It seems to me that the revision to the validation procedures that we
describe here may be broader than needed to satisfy the stated use case,
and that such broadness has a corresponding weakening of the security
properties of the system as a whole.  My understanding is that when
central controllers or route-reflectors are used, they tend to be in
some sense "more trusted" than peer routers in the domain (and,
correspondingly, more tightly secured).  So it seems like the system as
a whole would be less fragile/more secure if "off-path" flow specs were
allowed only from the trusted source, versus from any peer in the same
AS [confederation].  Is there a reason why such a procedure is
infeasible?  (It seems like all peers in the AS could be marked as
"trusted" in this way, if appropriate, which allows for recovering the
current semantics of this draft if needed.)  This is, in essence, the
same topic raised by the secdir reviewer and relates to "fail-closed" vs
"fail-open".  I think it gives a clearer picture on what the safe and
recommended behavior is, if we say to only accept these routes from
"trusted peers in the local domain" (but allow all peers in the local
domain to be trusted if appropriate) than to say to always accept these
routes from peers in the local domain and optionally do strict
enforcement if we know that the peer advertising the route is not a
route server.

Abstract

   This document describes a modification to the validation procedure
   defined for the dissemination of BGP Flow Specifications.  The
   dissemination of BGP Flow Specifications requires that the originator
   of the Flow Specification matches the originator of the best-match
   unicast route for the destination prefix embedded in the Flow
   Specification.  [...]

I'd suggest adding a couple words about "prior to this document
requires" or "as specified in RFC 8955 requires", since that's exactly
what we're changing with this document.

                However, the validation procedure will fail in this
   scenario.  [...]

Similarly, this could also say "the RFC 8955 validation procedure".

Section 4.1

      2.  The AS_PATH attribute of the Flow Specification is empty or
          contains only an AS_CONFED_SEQUENCE segment [RFC5065].
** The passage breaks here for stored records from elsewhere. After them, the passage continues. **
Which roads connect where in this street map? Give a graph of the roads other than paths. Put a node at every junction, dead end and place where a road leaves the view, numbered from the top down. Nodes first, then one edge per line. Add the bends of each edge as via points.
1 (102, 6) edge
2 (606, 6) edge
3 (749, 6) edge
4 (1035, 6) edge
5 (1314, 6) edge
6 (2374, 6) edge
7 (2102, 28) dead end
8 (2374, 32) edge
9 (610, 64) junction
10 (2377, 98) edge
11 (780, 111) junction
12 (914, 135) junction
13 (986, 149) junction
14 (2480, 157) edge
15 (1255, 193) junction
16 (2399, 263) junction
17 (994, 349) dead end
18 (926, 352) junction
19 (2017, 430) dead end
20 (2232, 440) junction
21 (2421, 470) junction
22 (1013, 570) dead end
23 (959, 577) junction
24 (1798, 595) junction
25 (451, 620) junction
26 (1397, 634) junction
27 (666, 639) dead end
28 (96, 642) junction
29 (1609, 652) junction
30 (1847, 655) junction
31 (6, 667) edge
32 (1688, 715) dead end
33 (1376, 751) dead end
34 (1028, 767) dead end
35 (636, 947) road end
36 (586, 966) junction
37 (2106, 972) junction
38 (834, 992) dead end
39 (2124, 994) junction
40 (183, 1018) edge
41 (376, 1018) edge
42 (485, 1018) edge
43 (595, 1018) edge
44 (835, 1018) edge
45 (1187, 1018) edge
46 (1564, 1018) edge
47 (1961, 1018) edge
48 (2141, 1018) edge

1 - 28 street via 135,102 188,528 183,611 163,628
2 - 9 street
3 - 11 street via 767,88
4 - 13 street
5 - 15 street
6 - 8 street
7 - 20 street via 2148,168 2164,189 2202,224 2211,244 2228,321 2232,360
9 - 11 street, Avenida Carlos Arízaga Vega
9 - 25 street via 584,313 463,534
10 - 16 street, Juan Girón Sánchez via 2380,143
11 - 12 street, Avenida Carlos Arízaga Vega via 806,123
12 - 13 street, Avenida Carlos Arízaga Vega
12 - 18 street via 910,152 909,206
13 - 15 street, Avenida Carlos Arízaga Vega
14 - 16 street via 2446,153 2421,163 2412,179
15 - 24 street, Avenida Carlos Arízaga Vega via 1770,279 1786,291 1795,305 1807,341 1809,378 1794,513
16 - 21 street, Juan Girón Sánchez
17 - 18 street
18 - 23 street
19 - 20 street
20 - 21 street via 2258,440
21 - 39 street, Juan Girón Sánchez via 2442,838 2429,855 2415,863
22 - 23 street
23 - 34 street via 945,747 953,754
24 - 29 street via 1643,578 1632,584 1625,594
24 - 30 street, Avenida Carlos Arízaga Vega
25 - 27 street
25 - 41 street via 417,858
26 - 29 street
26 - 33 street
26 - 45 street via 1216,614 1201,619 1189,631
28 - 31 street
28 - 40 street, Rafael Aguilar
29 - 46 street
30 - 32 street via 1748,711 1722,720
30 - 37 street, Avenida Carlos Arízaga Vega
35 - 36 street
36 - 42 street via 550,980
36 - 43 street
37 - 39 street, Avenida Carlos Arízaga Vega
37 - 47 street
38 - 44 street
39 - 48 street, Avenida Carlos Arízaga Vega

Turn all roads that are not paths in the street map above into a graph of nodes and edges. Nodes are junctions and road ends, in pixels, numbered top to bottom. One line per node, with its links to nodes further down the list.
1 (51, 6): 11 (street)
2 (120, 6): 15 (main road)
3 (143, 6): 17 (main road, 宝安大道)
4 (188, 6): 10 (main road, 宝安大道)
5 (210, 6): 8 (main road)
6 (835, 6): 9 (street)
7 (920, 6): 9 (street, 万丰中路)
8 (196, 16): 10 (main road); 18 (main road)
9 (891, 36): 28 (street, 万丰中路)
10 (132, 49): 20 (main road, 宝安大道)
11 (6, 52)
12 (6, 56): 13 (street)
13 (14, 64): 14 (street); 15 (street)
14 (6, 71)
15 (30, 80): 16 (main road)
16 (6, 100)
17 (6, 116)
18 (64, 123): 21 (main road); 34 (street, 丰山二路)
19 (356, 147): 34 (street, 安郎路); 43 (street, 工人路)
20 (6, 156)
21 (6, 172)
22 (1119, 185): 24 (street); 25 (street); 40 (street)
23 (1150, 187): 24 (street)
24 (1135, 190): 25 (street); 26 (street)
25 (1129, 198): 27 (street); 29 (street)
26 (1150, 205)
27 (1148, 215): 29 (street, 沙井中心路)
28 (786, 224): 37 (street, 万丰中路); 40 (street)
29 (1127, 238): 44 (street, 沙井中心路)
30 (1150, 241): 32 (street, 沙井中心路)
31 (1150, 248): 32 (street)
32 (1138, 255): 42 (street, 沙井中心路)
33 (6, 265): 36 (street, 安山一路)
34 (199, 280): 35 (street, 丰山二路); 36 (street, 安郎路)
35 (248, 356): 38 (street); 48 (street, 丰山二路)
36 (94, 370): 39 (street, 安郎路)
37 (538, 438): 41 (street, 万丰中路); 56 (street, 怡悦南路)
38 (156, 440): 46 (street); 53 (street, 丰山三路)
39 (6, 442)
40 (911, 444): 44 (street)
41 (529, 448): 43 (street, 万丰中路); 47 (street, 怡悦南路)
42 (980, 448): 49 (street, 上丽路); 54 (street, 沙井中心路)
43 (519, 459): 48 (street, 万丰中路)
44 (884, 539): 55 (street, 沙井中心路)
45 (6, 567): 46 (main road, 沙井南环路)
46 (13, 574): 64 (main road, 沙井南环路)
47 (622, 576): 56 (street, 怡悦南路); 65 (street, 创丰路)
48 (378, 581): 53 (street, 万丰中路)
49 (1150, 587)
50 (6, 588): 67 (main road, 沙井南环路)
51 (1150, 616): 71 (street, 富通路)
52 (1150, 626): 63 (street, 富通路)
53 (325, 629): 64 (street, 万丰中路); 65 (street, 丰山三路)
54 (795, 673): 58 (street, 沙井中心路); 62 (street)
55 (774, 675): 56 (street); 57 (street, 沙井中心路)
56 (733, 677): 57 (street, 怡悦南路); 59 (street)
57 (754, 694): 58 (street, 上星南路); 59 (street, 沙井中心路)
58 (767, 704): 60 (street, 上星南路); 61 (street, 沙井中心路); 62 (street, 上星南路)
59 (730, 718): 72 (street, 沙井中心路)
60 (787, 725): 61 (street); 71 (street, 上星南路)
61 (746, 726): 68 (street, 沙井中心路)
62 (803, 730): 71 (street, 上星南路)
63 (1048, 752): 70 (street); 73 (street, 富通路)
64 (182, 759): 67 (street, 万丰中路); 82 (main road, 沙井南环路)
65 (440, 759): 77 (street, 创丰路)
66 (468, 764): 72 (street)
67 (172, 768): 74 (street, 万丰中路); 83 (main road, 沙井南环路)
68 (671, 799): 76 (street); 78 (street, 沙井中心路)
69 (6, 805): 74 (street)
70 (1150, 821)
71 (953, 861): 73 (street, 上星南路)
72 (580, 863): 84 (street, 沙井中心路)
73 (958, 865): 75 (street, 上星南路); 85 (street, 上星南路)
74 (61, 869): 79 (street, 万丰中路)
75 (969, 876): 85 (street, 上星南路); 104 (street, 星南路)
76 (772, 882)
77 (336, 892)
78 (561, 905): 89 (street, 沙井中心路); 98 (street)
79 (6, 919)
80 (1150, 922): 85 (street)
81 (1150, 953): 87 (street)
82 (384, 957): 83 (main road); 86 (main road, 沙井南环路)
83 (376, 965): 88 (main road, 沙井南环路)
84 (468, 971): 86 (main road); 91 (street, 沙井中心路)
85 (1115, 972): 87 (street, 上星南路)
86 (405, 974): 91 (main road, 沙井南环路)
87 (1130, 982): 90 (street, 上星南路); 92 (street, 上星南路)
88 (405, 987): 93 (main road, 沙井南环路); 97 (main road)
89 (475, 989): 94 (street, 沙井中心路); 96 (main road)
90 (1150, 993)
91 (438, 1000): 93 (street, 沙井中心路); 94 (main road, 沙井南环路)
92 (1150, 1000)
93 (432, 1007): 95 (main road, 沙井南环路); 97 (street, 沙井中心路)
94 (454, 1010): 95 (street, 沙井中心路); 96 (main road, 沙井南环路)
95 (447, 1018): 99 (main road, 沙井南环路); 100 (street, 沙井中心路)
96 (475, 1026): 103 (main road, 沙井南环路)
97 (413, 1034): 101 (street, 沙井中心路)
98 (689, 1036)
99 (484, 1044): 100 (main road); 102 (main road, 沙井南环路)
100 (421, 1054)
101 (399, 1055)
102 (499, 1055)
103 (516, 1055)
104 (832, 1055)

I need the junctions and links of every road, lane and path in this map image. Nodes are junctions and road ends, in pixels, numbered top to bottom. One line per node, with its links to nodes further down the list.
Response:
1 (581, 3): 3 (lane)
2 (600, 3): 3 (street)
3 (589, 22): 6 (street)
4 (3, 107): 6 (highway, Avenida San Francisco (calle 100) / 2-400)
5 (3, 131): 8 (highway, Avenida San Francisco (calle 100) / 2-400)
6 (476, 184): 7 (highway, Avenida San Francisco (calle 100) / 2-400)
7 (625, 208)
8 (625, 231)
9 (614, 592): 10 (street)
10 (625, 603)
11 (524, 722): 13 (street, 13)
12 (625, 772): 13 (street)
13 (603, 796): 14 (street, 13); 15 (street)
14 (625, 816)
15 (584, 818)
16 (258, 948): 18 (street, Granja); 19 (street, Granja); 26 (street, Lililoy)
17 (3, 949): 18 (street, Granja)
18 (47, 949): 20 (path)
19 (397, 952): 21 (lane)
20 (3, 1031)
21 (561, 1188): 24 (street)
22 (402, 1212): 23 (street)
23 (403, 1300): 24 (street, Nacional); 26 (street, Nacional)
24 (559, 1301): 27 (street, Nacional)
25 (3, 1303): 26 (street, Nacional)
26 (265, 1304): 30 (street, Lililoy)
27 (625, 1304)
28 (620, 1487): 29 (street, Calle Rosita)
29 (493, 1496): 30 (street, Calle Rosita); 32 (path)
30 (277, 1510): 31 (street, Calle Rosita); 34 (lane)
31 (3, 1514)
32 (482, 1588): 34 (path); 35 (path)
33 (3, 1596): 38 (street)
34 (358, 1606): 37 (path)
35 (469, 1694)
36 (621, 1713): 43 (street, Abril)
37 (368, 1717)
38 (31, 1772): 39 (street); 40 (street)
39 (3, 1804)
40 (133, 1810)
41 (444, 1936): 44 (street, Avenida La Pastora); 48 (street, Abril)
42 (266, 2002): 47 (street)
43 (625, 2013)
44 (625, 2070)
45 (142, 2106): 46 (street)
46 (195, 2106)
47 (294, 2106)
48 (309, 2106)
Would there ever be cause to have a knob that allows this condition only
for the empty AS_PATH (and denies this condition when AS_CONFED_SEQUENCE
is present)?  From skimming RFC 5065 I mostly assume not, but have to
ask...

Section 4.2

      For clarity, the AS in the left-most position of the AS_PATH means
      the AS that was last added to the AS_SEQUENCE.

Thank you for including this; it is a big help for readability.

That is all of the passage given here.